Requirement
Below are the records; copy every line in them that holds the string "Centenary".

▽

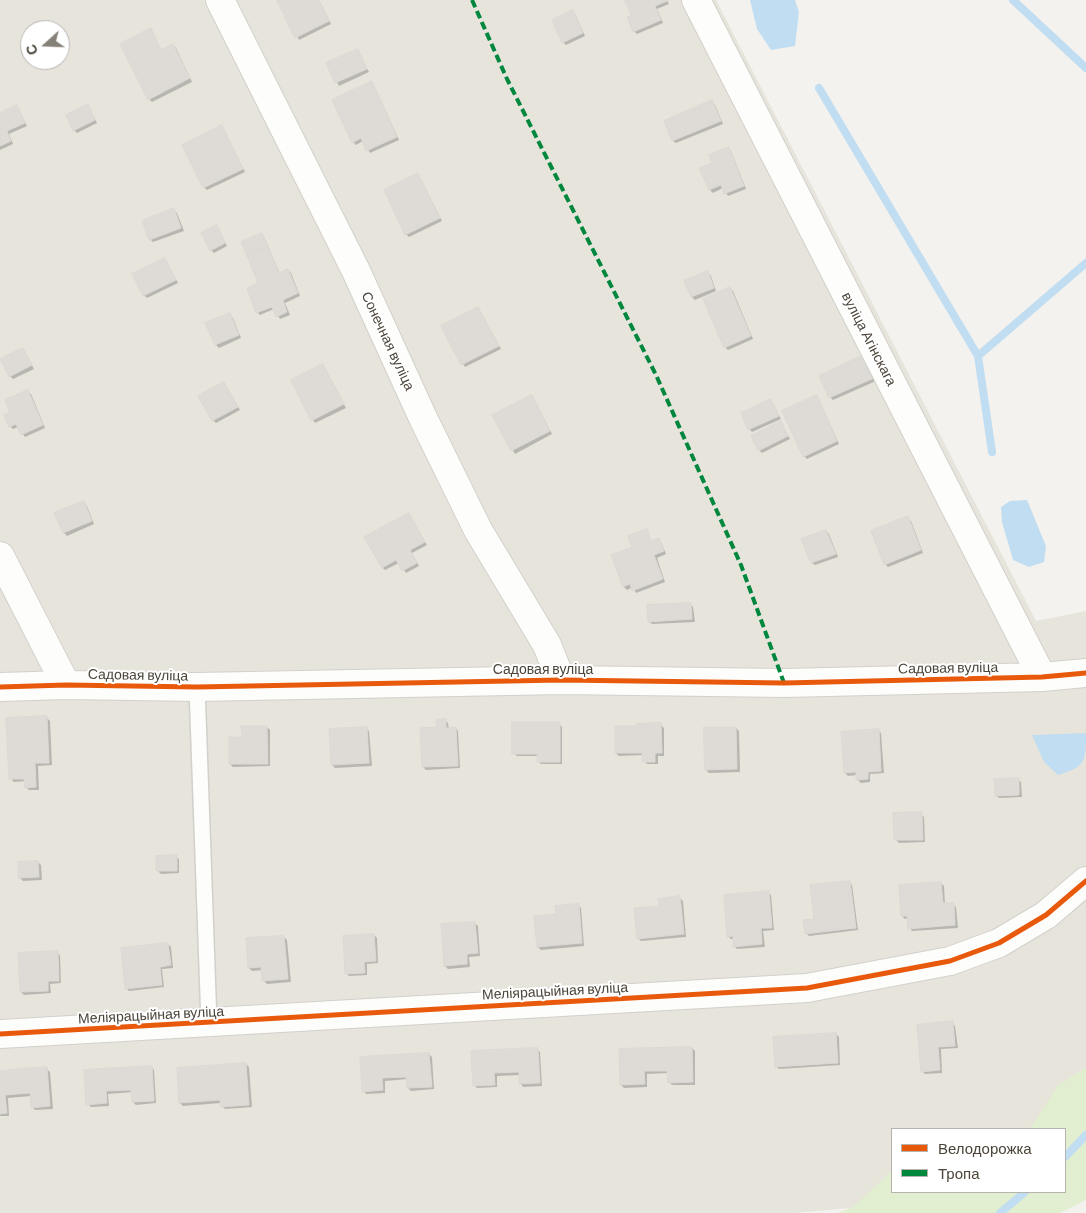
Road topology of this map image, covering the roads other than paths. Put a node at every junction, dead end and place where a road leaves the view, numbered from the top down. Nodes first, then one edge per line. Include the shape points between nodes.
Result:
1 (220, 0) edge
2 (696, 0) edge
3 (0, 556) edge
4 (1086, 673) edge
5 (1042, 677) junction
6 (561, 680) junction
7 (66, 685) junction
8 (0, 687) edge
9 (197, 687) junction
10 (1086, 881) edge
11 (209, 1023) junction
12 (0, 1034) edge

1 - 6 street, Сонечная вуліца via 356,271 478,530 547,645
2 - 5 street, вуліца Агінскага
3 - 7 street
4 - 5 street, Садовая вуліца
5 - 6 street, Садовая вуліца via 784,683
6 - 9 street, Садовая вуліца
7 - 8 street, Садовая вуліца
7 - 9 street, Садовая вуліца
9 - 11 lane
10 - 11 street, Меліярацыйная вуліца via 1046,915 999,943 950,961 807,988
11 - 12 street, Меліярацыйная вуліца

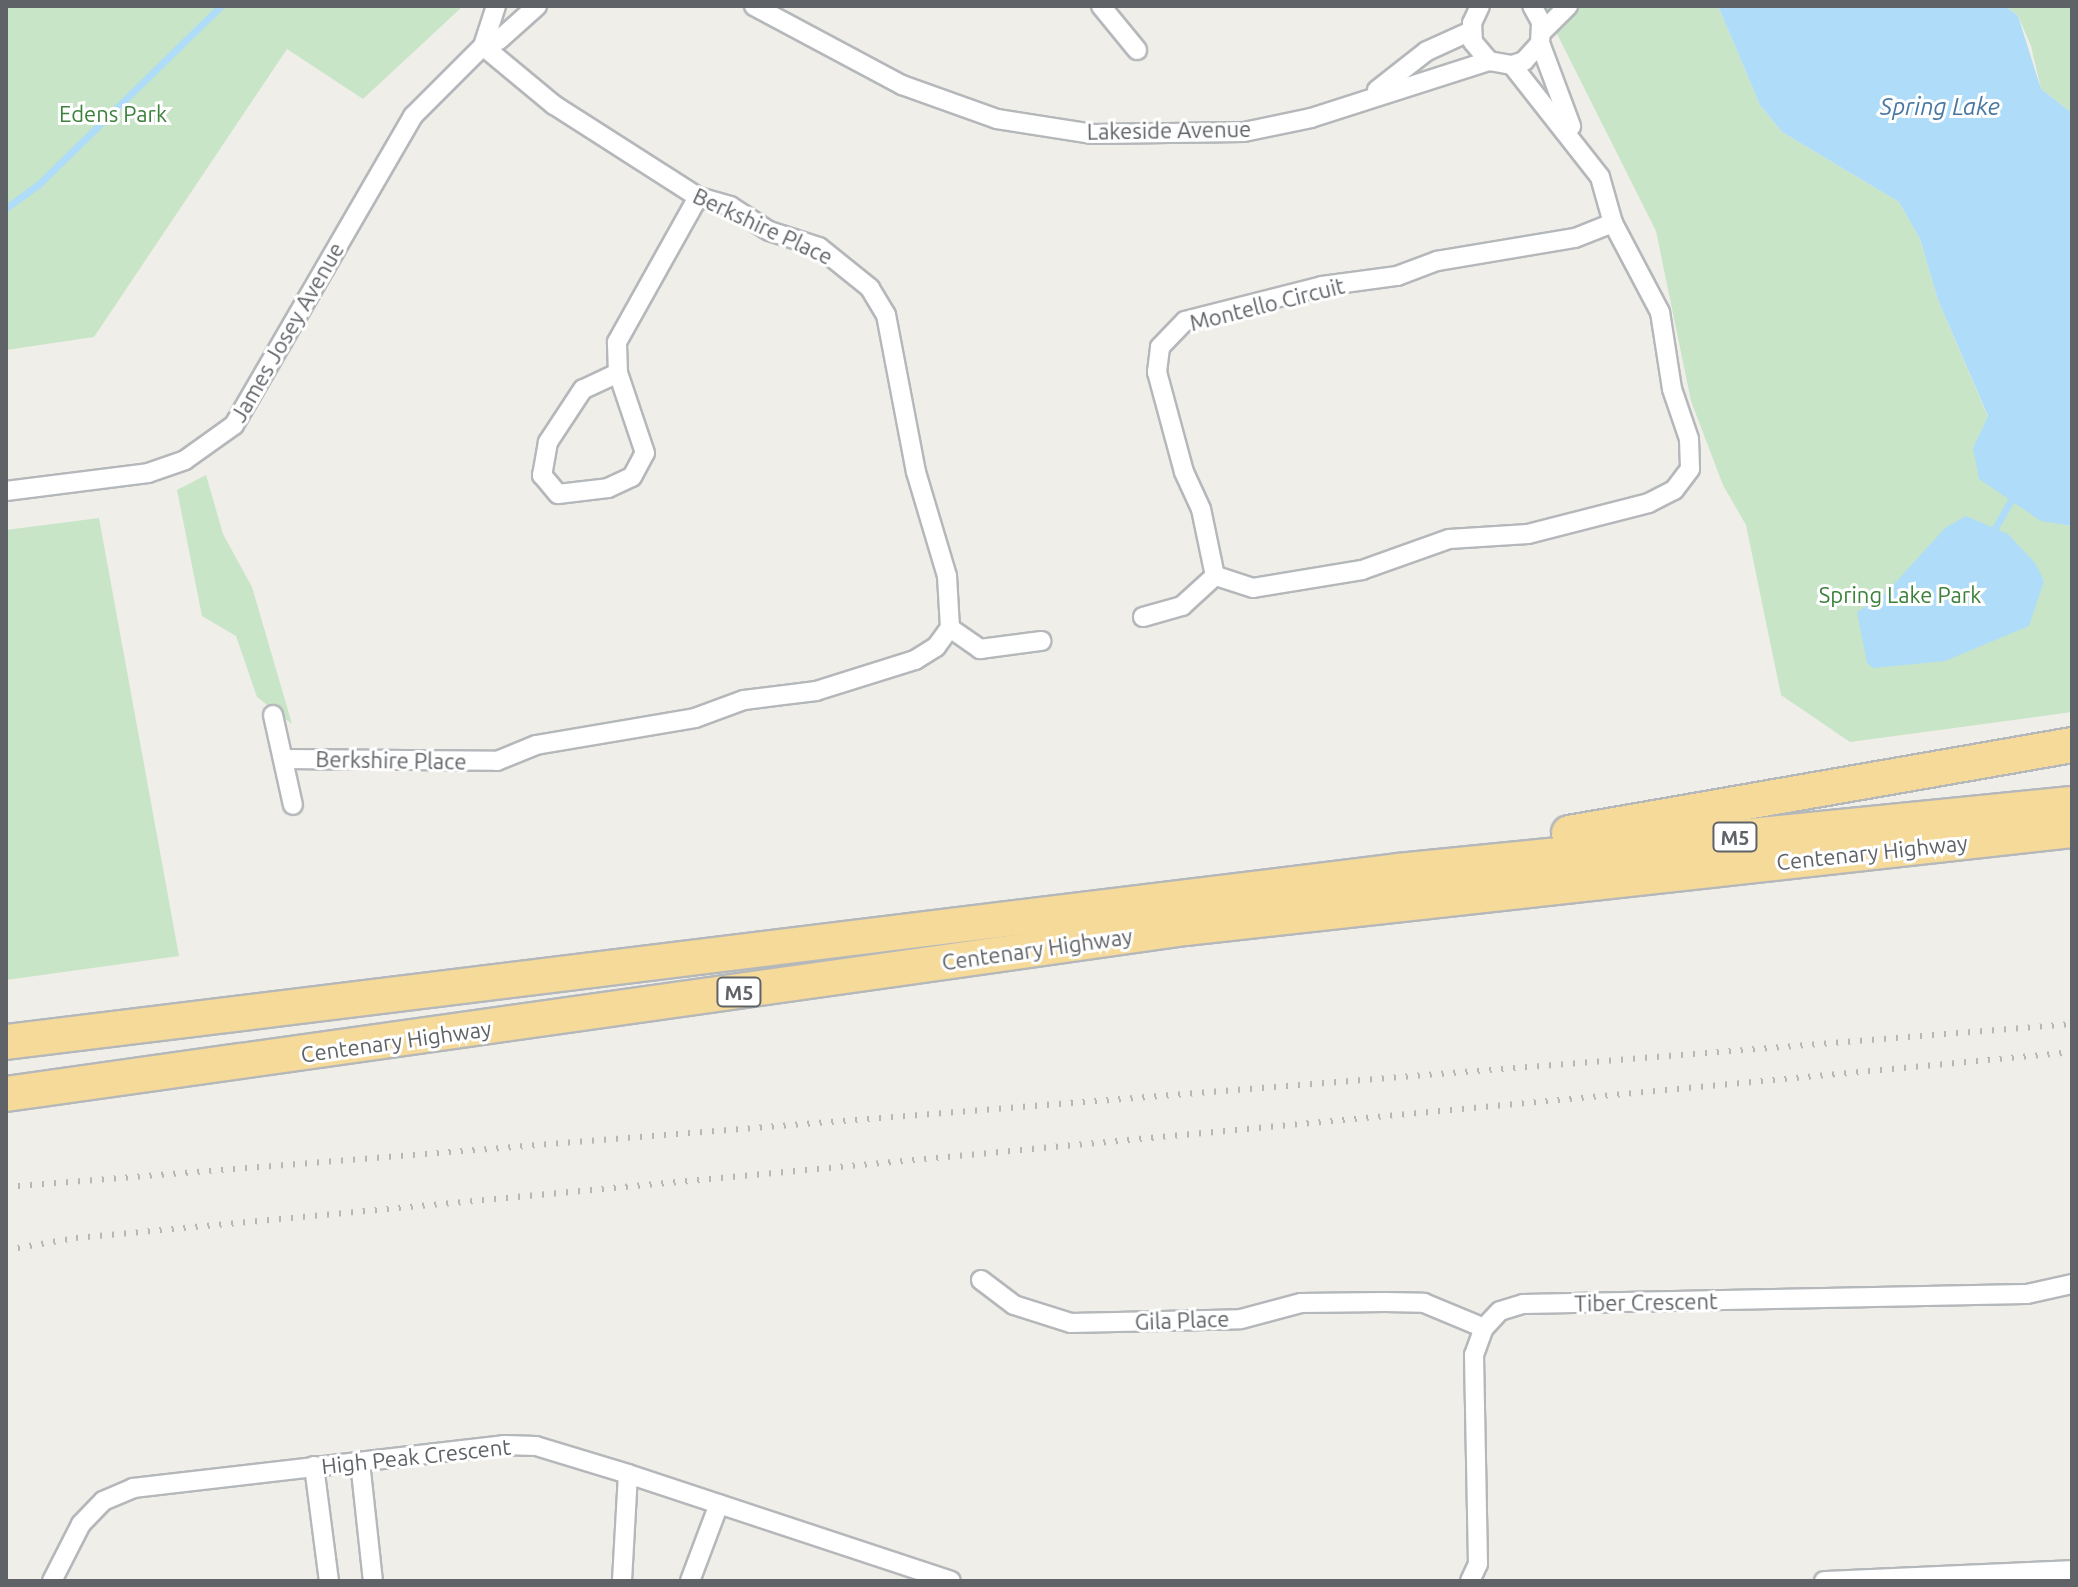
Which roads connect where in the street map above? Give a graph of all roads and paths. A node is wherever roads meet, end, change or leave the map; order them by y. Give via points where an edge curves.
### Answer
1 (496, 6) edge
2 (537, 6) edge
3 (754, 6) edge
4 (1101, 6) edge
5 (1532, 6) edge
6 (1568, 6) edge
7 (1474, 15) edge
8 (1541, 38) junction
9 (483, 46) junction
10 (1137, 50) dead end
11 (1489, 61) junction
12 (1512, 65) junction
13 (1365, 99) junction
14 (1583, 156) junction
15 (698, 197) junction
16 (1613, 223) junction
17 (618, 373) junction
18 (6, 491) edge
19 (1215, 576) junction
20 (1143, 617) dead end
21 (950, 628) junction
22 (1041, 641) dead end
23 (273, 715) dead end
24 (2072, 745) edge
25 (284, 759) junction
26 (2072, 804) edge
27 (293, 805) dead end
28 (2072, 830) edge
29 (1996, 838) junction
30 (2072, 840) edge
31 (1398, 871) junction
32 (6, 1042) edge
33 (6, 1094) edge
34 (981, 1280) dead end
35 (2072, 1284) edge
36 (1484, 1328) junction
37 (360, 1462) junction
38 (314, 1466) junction
39 (628, 1474) junction
40 (719, 1504) junction
41 (2072, 1570) edge
42 (52, 1581) edge
43 (329, 1581) edge
44 (373, 1581) edge
45 (622, 1581) edge
46 (690, 1581) edge
47 (951, 1581) edge
48 (1470, 1581) edge
49 (1824, 1581) edge

1 - 9 street, James Josey Avenue
2 - 9 street, James Josey Avenue via 499,40
3 - 13 street, Lakeside Avenue via 902,85 997,119 1093,134 1244,132
4 - 10 street
5 - 8 street
6 - 8 street
7 - 11 street
7 - 13 street, Lakeside Avenue
8 - 12 street via 1524,61
8 - 14 street
9 - 15 street, Berkshire Place via 554,105
9 - 18 street, James Josey Avenue via 413,116 234,425 185,460 148,473
11 - 12 street
11 - 13 street, Lakeside Avenue
12 - 14 street
14 - 16 street via 1600,177
15 - 17 street via 628,315 617,342
15 - 21 street, Berkshire Place via 730,206 769,231 819,247 870,288 886,315 916,472 947,576
16 - 19 street, Montello Circuit via 1575,238 1437,261 1397,276 1322,286 1185,321 1160,347 1157,372 1184,472 1201,509
16 - 19 street via 1660,312 1672,389 1689,439 1690,469 1674,490 1649,503 1528,534 1449,539 1362,570 1253,588
17 - 17 street via 645,453 632,477 608,488 558,494 542,475 548,442 583,389
19 - 20 street via 1182,606
21 - 22 street via 980,649
21 - 25 street, Berkshire Place via 936,647 915,660 816,691 744,700 695,718 536,745 497,761
23 - 25 street, Berkshire Place
24 - 31 highway via 1428,857
25 - 27 street, Berkshire Place
26 - 31 highway, Centenary Highway / M5
28 - 29 highway, Centenary Highway / M5
29 - 30 highway via 2028,844
29 - 33 highway, Centenary Highway / M5 via 1185,928
31 - 32 highway, Centenary Highway / M5
34 - 36 street, Gila Place via 1014,1305 1071,1323 1241,1319 1301,1303 1385,1302 1424,1303
35 - 36 street, Tiber Crescent via 2027,1294 1523,1304 1500,1311
36 - 48 street via 1474,1355 1478,1564
37 - 38 street, High Peak Crescent
37 - 39 street, High Peak Crescent via 536,1446
37 - 44 street
38 - 42 street, High Peak Crescent via 133,1488 103,1501 81,1524
38 - 43 street
39 - 40 street, High Peak Crescent
39 - 45 street
40 - 46 street
40 - 47 street, High Peak Crescent
41 - 49 street

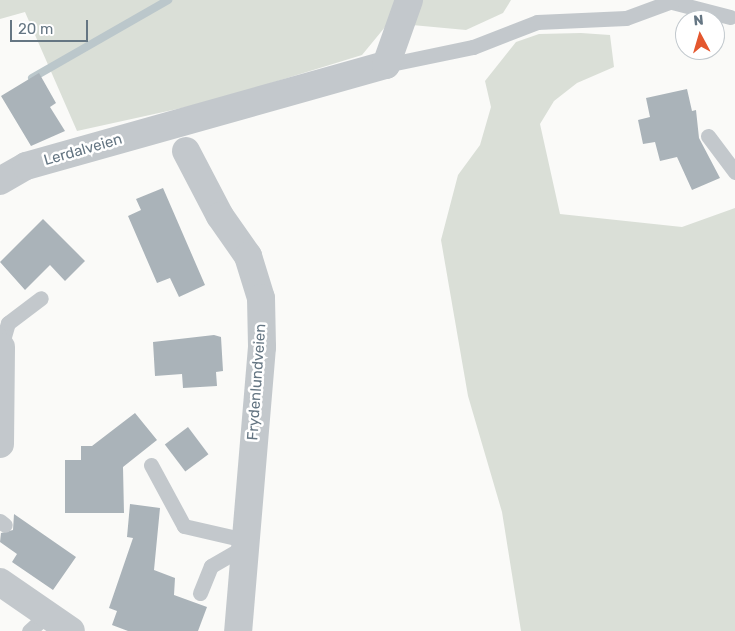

△

Answer
26 - 31 highway, Centenary Highway / M5
28 - 29 highway, Centenary Highway / M5
29 - 33 highway, Centenary Highway / M5 via 1185,928
31 - 32 highway, Centenary Highway / M5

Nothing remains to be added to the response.